# if $\lim _{x\rightarrow \infty}{f'(x)}=0$ then does $\lim_{x \rightarrow \infty}{f(x)}$ exist in the broad sense

Let $$f$$ be a differentiable a function in $$\mathbb{R}$$, and let $$\lim _{x\rightarrow \infty}{f'(x)}=0$$

Does $$\lim_{x \rightarrow \infty}{f(x)}$$ exist in the broad sense?

I'm really lost here. This exercise is from a section on MVT, and intuitively it seems to be correct, but I can't seem to find a lead. If someone could just give me a hint that would be great.

So far my best shot has been using Heine's definition of the limit, but no dice.

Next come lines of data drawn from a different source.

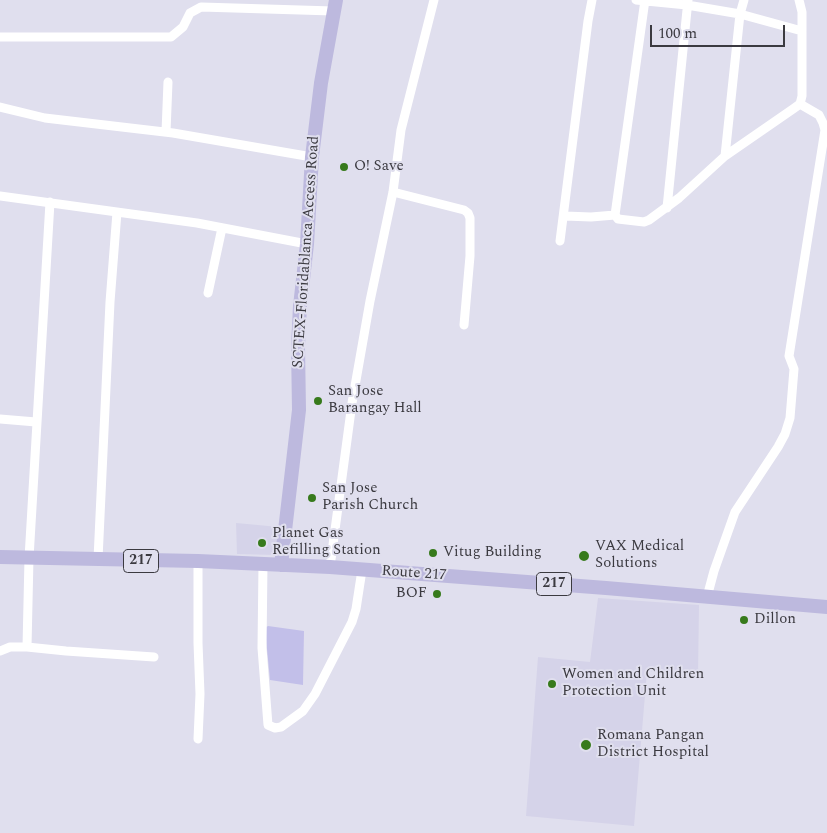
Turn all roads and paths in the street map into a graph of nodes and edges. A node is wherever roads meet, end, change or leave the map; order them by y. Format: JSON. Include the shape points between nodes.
{"nodes":[{"id":1,"x":434,"y":0,"type":"edge"},
{"id":2,"x":592,"y":0,"type":"edge"},
{"id":3,"x":642,"y":0,"type":"edge"},
{"id":4,"x":744,"y":0,"type":"edge"},
{"id":5,"x":799,"y":0,"type":"edge"},
{"id":6,"x":687,"y":3,"type":"edge"},
{"id":7,"x":334,"y":6,"type":"edge"},
{"id":8,"x":740,"y":14,"type":"junction"},
{"id":9,"x":802,"y":31,"type":"junction"},
{"id":10,"x":0,"y":37,"type":"edge"},
{"id":11,"x":168,"y":82,"type":"dead end"},
{"id":12,"x":800,"y":104,"type":"junction"},
{"id":13,"x":0,"y":107,"type":"edge"},
{"id":14,"x":166,"y":132,"type":"junction"},
{"id":15,"x":724,"y":156,"type":"junction"},
{"id":16,"x":312,"y":157,"type":"junction"},
{"id":17,"x":393,"y":192,"type":"junction"},
{"id":18,"x":0,"y":196,"type":"edge"},
{"id":19,"x":50,"y":202,"type":"junction"},
{"id":20,"x":667,"y":208,"type":"junction"},
{"id":21,"x":117,"y":212,"type":"junction"},
{"id":22,"x":615,"y":215,"type":"junction"},
{"id":23,"x":564,"y":216,"type":"junction"},
{"id":24,"x":222,"y":228,"type":"junction"},
{"id":25,"x":560,"y":240,"type":"dead end"},
{"id":26,"x":307,"y":244,"type":"junction"},
{"id":27,"x":208,"y":294,"type":"dead end"},
{"id":28,"x":464,"y":325,"type":"dead end"},
{"id":29,"x":0,"y":419,"type":"edge"},
{"id":30,"x":36,"y":422,"type":"junction"},
{"id":31,"x":0,"y":557,"type":"edge"},
{"id":32,"x":29,"y":558,"type":"junction"},
{"id":33,"x":98,"y":559,"type":"junction"},
{"id":34,"x":198,"y":562,"type":"junction"},
{"id":35,"x":263,"y":564,"type":"junction"},
{"id":36,"x":281,"y":565,"type":"junction"},
{"id":37,"x":330,"y":568,"type":"junction"},
{"id":38,"x":362,"y":570,"type":"junction"},
{"id":39,"x":708,"y":597,"type":"junction"},
{"id":40,"x":827,"y":607,"type":"edge"},
{"id":41,"x":26,"y":647,"type":"junction"},
{"id":42,"x":0,"y":651,"type":"edge"},
{"id":43,"x":154,"y":656,"type":"dead end"},
{"id":44,"x":198,"y":739,"type":"dead end"}],
"edges":[{"from":1,"to":17,"type":"street","via":[[401,130]]},
{"from":2,"to":23,"type":"street"},
{"from":3,"to":6,"type":"street"},
{"from":3,"to":22,"type":"street"},
{"from":4,"to":8,"type":"street"},
{"from":5,"to":9,"type":"street"},
{"from":6,"to":8,"type":"street"},
{"from":6,"to":20,"type":"street"},
{"from":7,"to":10,"type":"street","via":[[201,7],[190,13],[183,27],[170,37]]},
{"from":7,"to":16,"type":"main road","name":"SCTEX-Floridablanca Access Road"},
{"from":8,"to":9,"type":"street"},
{"from":8,"to":15,"type":"street"},
{"from":9,"to":12,"type":"street"},
{"from":11,"to":14,"type":"street"},
{"from":12,"to":15,"type":"street"},
{"from":12,"to":39,"type":"street","via":[[818,115],[824,130],[789,356],[794,369],[790,418],[778,447],[735,512],[716,563]]},
{"from":13,"to":14,"type":"street","via":[[45,118]]},
{"from":14,"to":16,"type":"street"},
{"from":15,"to":20,"type":"street"},
{"from":16,"to":26,"type":"main road","name":"SCTEX-Floridablanca Access Road"},
{"from":17,"to":28,"type":"street","via":[[468,213],[470,256]]},
{"from":17,"to":37,"type":"street","via":[[352,403]]},
{"from":18,"to":19,"type":"street"},
{"from":19,"to":21,"type":"street"},
{"from":19,"to":30,"type":"street"},
{"from":20,"to":22,"type":"street","via":[[644,222],[618,220]]},
{"from":21,"to":24,"type":"street"},
{"from":21,"to":33,"type":"street"},
{"from":22,"to":23,"type":"street"},
{"from":23,"to":25,"type":"street"},
{"from":24,"to":26,"type":"street"},
{"from":24,"to":27,"type":"street"},
{"from":26,"to":36,"type":"main road","name":"SCTEX-Floridablanca Access Road","via":[[298,339],[299,410]]},
{"from":29,"to":30,"type":"street"},
{"from":30,"to":32,"type":"street"},
{"from":31,"to":32,"type":"main road","name":"Route 217","number":"217"},
{"from":32,"to":33,"type":"main road","name":"Route 217","number":"217"},
{"from":32,"to":41,"type":"street"},
{"from":33,"to":34,"type":"main road","name":"Route 217","number":"217"},
{"from":34,"to":35,"type":"main road","name":"Route 217","number":"217"},
{"from":34,"to":44,"type":"street"},
{"from":35,"to":36,"type":"main road","name":"Route 217","number":"217"},
{"from":35,"to":38,"type":"street","via":[[262,648],[268,725],[275,728],[282,727],[303,711],[315,694],[352,622]]},
{"from":36,"to":37,"type":"main road","name":"Route 217","number":"217"},
{"from":37,"to":38,"type":"main road","name":"Route 217","number":"217"},
{"from":38,"to":39,"type":"main road","name":"Route 217","number":"217"},
{"from":39,"to":40,"type":"main road","name":"Route 217","number":"217"},
{"from":41,"to":42,"type":"street"},
{"from":41,"to":43,"type":"street"}]}
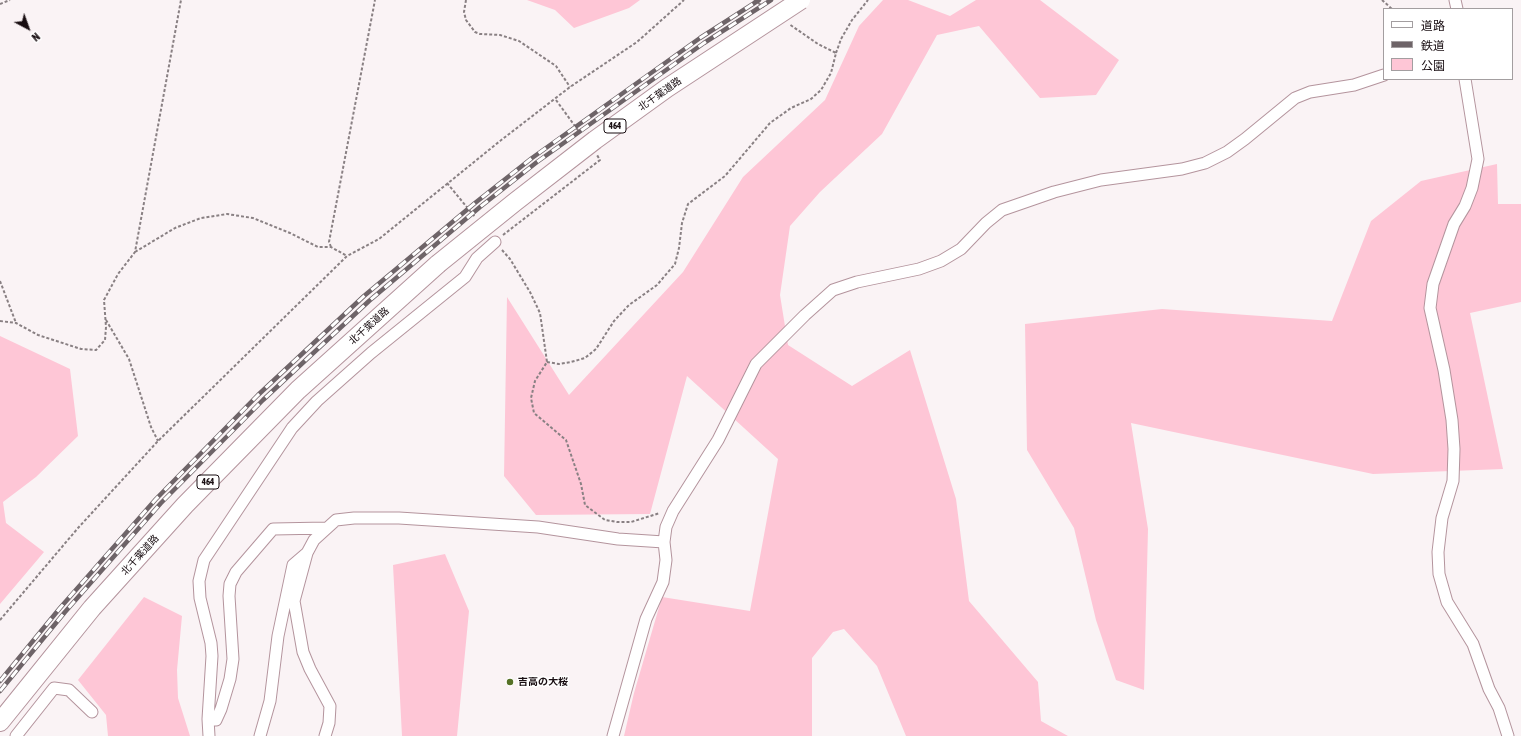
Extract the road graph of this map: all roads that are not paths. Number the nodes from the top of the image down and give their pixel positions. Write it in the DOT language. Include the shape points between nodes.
graph roads {
  1 [pos="801,0"];
  2 [pos="1383,75"];
  3 [pos="1465,80"];
  4 [pos="494,242"];
  5 [pos="326,528"];
  6 [pos="664,542"];
  7 [pos="307,552"];
  8 [pos="92,712"];
  9 [pos="208,719"];
  10 [pos="0,722"];
  11 [pos="16,736"];
  12 [pos="209,736"];
  13 [pos="260,736"];
  14 [pos="326,736"];
  15 [pos="613,736"];
  16 [pos="1508,736"];
  1 -- 10 [label="highway, 北千葉道路 / 464, bridge" via="667,88 514,202 438,264 298,390 237,451 92,608"];
  2 -- 6 [label="street" via="1354,85 1310,92 1294,98 1239,144 1205,163 1182,169 1101,180 1035,198 1002,210 961,249 941,261 919,270 857,282 833,290 756,364 718,440 676,504 666,527"];
  3 -- 16 [label="street" via="1478,159 1472,188 1454,224 1433,284 1430,308 1444,370 1454,449 1453,481 1442,518 1438,552 1447,602 1473,644"];
  4 -- 9 [label="street" via="477,258 465,277 371,353 317,401 292,428 204,560 199,581 200,598 212,656"];
  5 -- 6 [label="street" via="336,520 399,518 538,527 618,539"];
  5 -- 7 [label="street"];
  5 -- 9 [label="street" via="273,529 236,572 230,584 229,596 233,659 230,680 216,720"];
  6 -- 15 [label="street" via="666,560 663,582 646,619"];
  7 -- 13 [label="street" via="293,565 278,636 270,700"];
  7 -- 14 [label="street" via="294,601 303,652 330,706"];
  8 -- 11 [label="street" via="69,690 54,688"];
  9 -- 12 [label="street"];
}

• Do you want to know when this limit would exist ?or do you want to know when it won’t ? $f(x)=\log(x)$ and $f’(x)=\frac{1}{x}$ is a case where limit won’t exist for $f(x)$ Commented Jan 21, 2021 at 17:32
• I want to know if it always exists in the broad sense, so those examples wouldn't work Commented Jan 21, 2021 at 17:35
• Is there a formal definition of “broad sense”? Commented Jan 21, 2021 at 17:38
• I was sure that was the correct term but I can't find any evidence of that.now haha. Sorry, I just mean the limit can be + or - infinity aswell as finite Commented Jan 21, 2021 at 17:39
• At best you can use L'Hospital's Rule and say that $f(x) /x\to 0$ as $x\to\infty$. But limit of $f$ can be anything including $\pm\infty$ and oscillation. Commented Jan 22, 2021 at 7:27

You can think of the usual sine function as a spring, and imagine stretching it to the right. Try to understand why this make the function get straight as $$x$$ increases.
Consequently, $$\sin(\sqrt x)$$ would work.